PROVIDED DATA
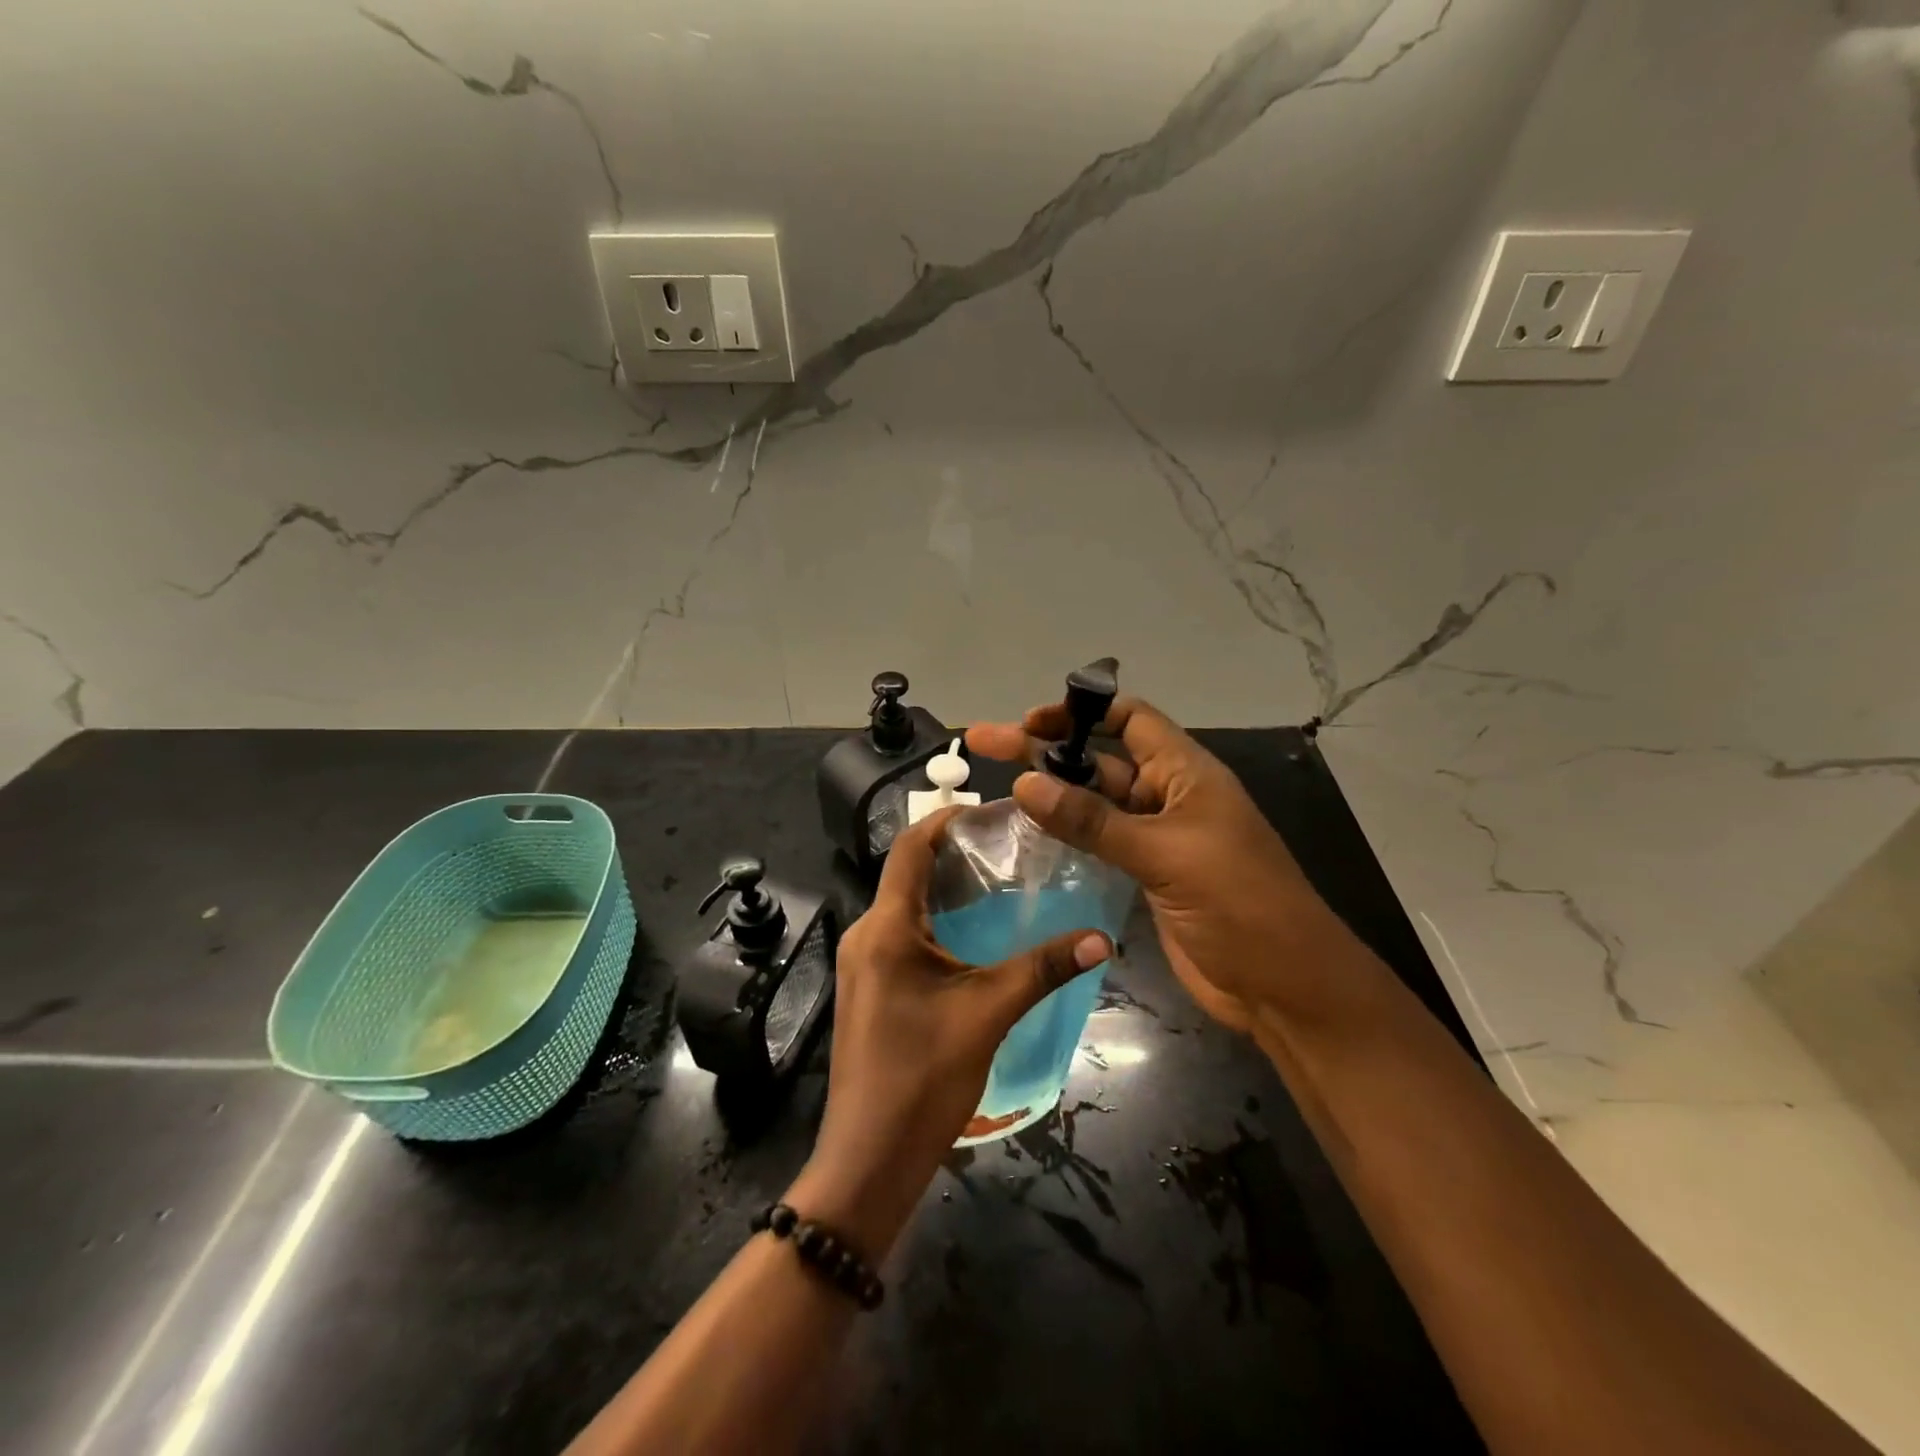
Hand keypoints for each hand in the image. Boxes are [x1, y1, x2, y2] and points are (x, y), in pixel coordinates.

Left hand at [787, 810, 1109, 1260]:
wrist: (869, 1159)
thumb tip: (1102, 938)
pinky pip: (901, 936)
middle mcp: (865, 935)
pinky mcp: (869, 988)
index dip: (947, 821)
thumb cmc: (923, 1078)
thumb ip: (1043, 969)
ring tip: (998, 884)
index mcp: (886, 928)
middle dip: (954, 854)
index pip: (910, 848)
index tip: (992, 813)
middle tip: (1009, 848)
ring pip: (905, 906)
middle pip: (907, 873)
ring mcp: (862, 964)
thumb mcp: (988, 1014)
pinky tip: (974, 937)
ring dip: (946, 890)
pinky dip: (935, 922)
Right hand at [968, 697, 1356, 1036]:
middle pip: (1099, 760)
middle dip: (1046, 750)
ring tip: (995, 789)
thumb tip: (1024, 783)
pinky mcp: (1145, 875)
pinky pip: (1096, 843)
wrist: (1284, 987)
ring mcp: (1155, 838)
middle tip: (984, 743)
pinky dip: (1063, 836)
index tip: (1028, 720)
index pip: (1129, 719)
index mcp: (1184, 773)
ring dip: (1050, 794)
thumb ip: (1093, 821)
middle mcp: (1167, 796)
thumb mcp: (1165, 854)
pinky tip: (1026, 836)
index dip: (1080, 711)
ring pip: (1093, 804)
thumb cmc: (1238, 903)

==

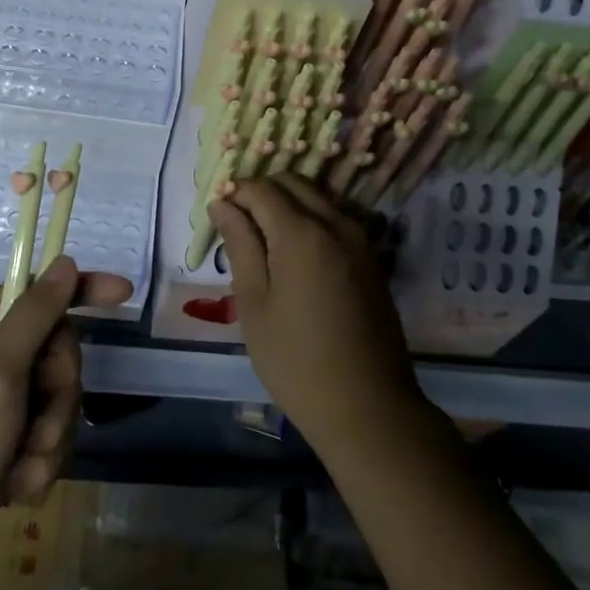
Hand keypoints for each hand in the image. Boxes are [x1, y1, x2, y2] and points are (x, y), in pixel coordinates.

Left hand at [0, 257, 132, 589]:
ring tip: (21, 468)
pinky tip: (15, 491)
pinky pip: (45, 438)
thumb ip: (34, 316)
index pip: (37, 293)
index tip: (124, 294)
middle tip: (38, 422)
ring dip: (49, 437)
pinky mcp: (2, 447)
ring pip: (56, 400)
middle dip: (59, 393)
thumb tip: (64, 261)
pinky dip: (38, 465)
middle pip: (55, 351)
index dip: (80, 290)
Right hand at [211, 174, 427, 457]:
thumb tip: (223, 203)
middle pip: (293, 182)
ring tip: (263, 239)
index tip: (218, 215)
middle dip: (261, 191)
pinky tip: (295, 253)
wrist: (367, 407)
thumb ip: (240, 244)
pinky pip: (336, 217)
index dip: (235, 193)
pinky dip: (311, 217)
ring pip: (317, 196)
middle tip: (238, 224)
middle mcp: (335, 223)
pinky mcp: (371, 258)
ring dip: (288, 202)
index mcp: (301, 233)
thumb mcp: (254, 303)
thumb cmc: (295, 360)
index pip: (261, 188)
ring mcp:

==

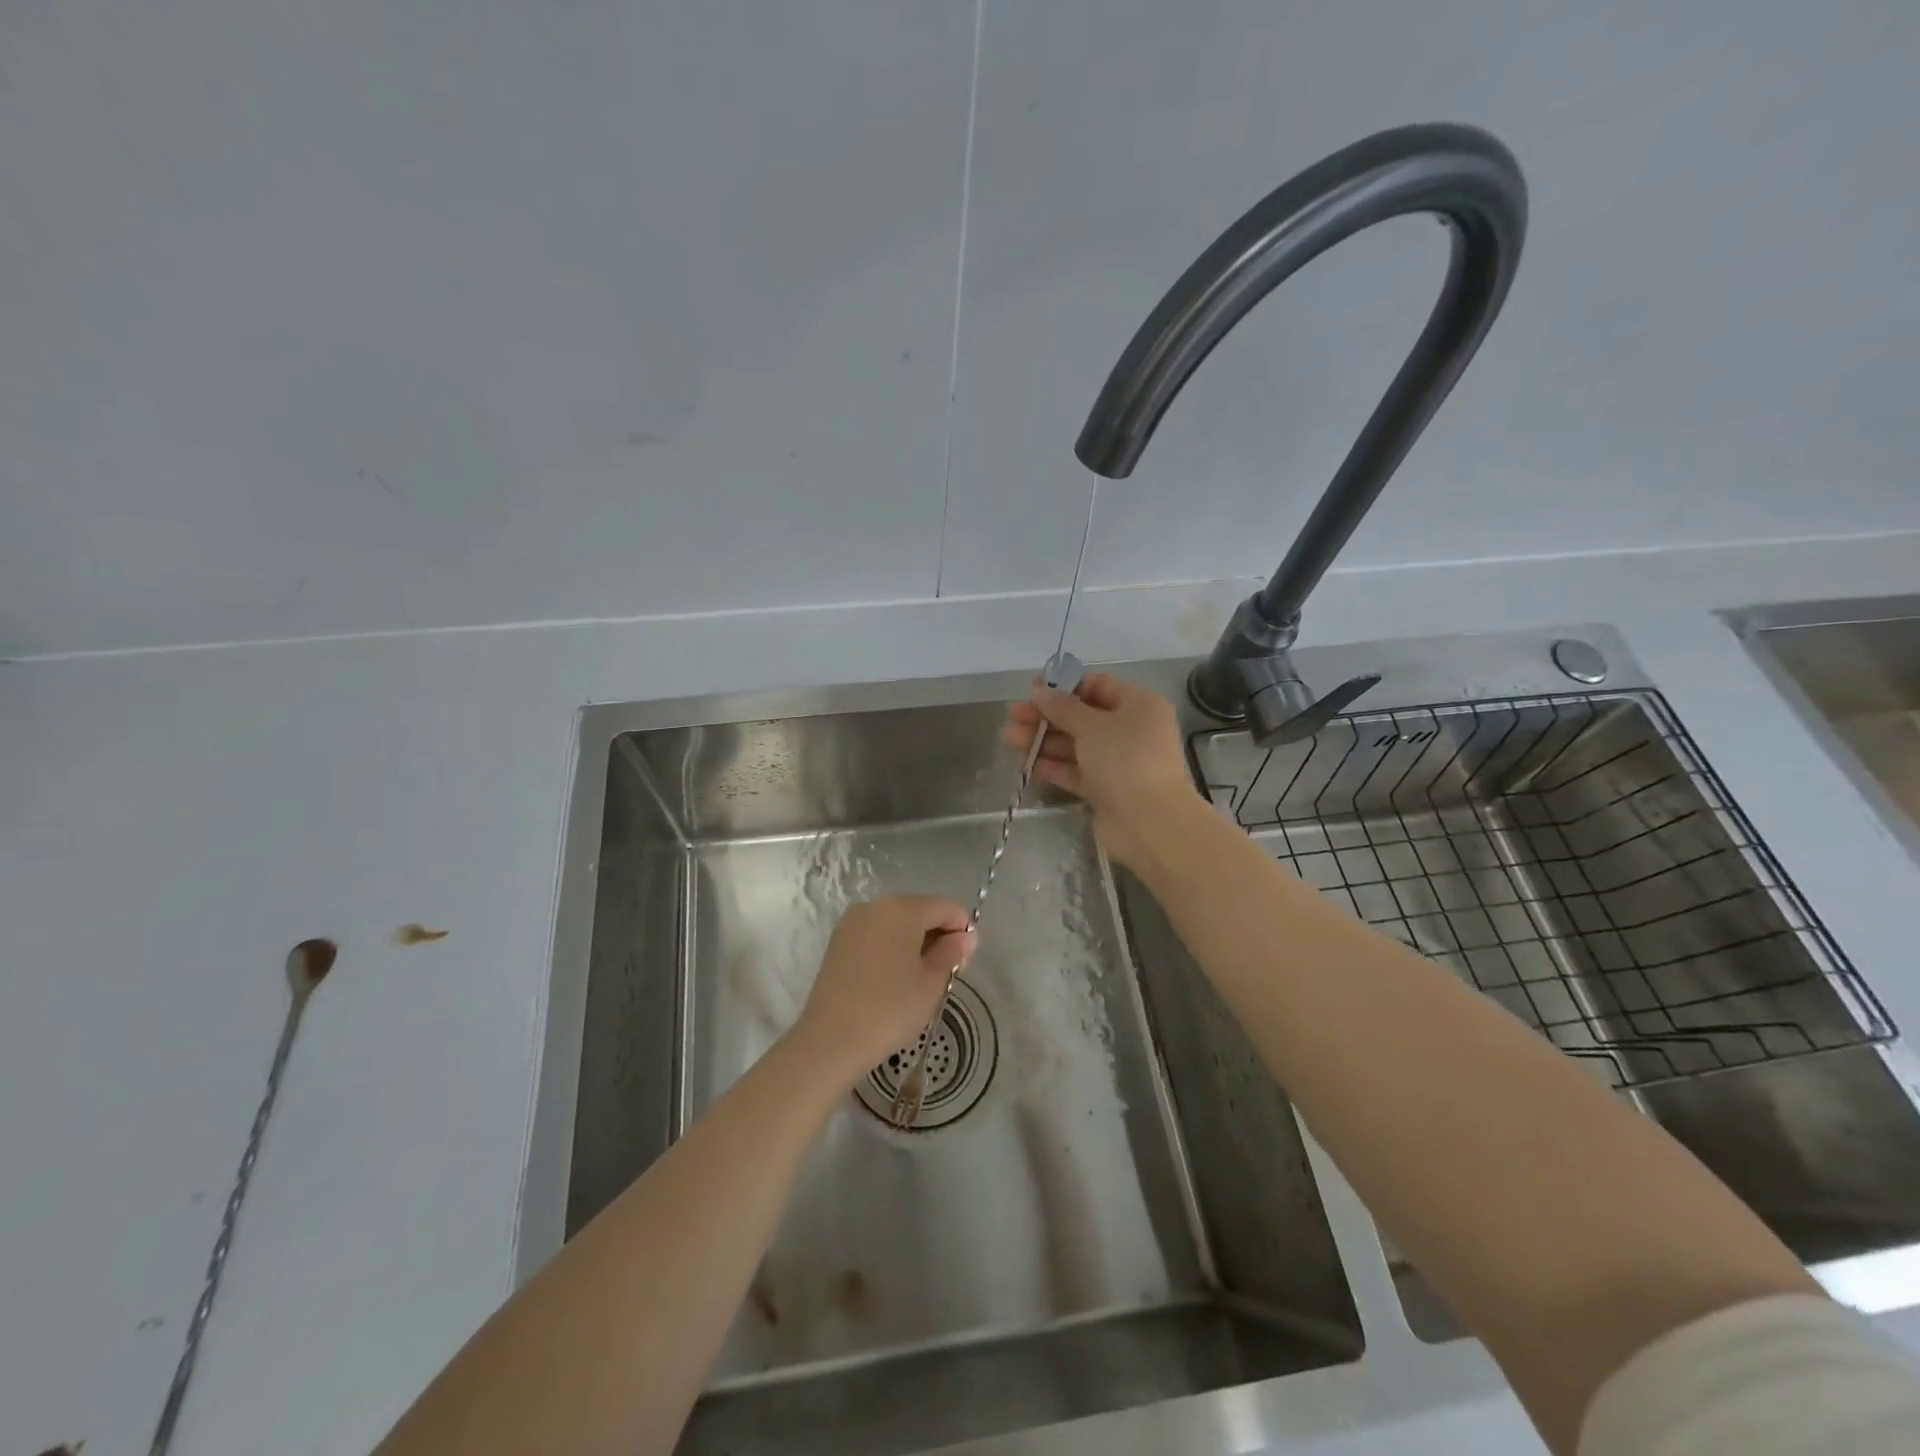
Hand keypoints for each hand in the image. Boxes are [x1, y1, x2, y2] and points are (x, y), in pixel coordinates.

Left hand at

BRIEF
Taking the lines of the listing one by one, count those that contain "Left", and answer with the number only.

SOLVED PROBLEM
3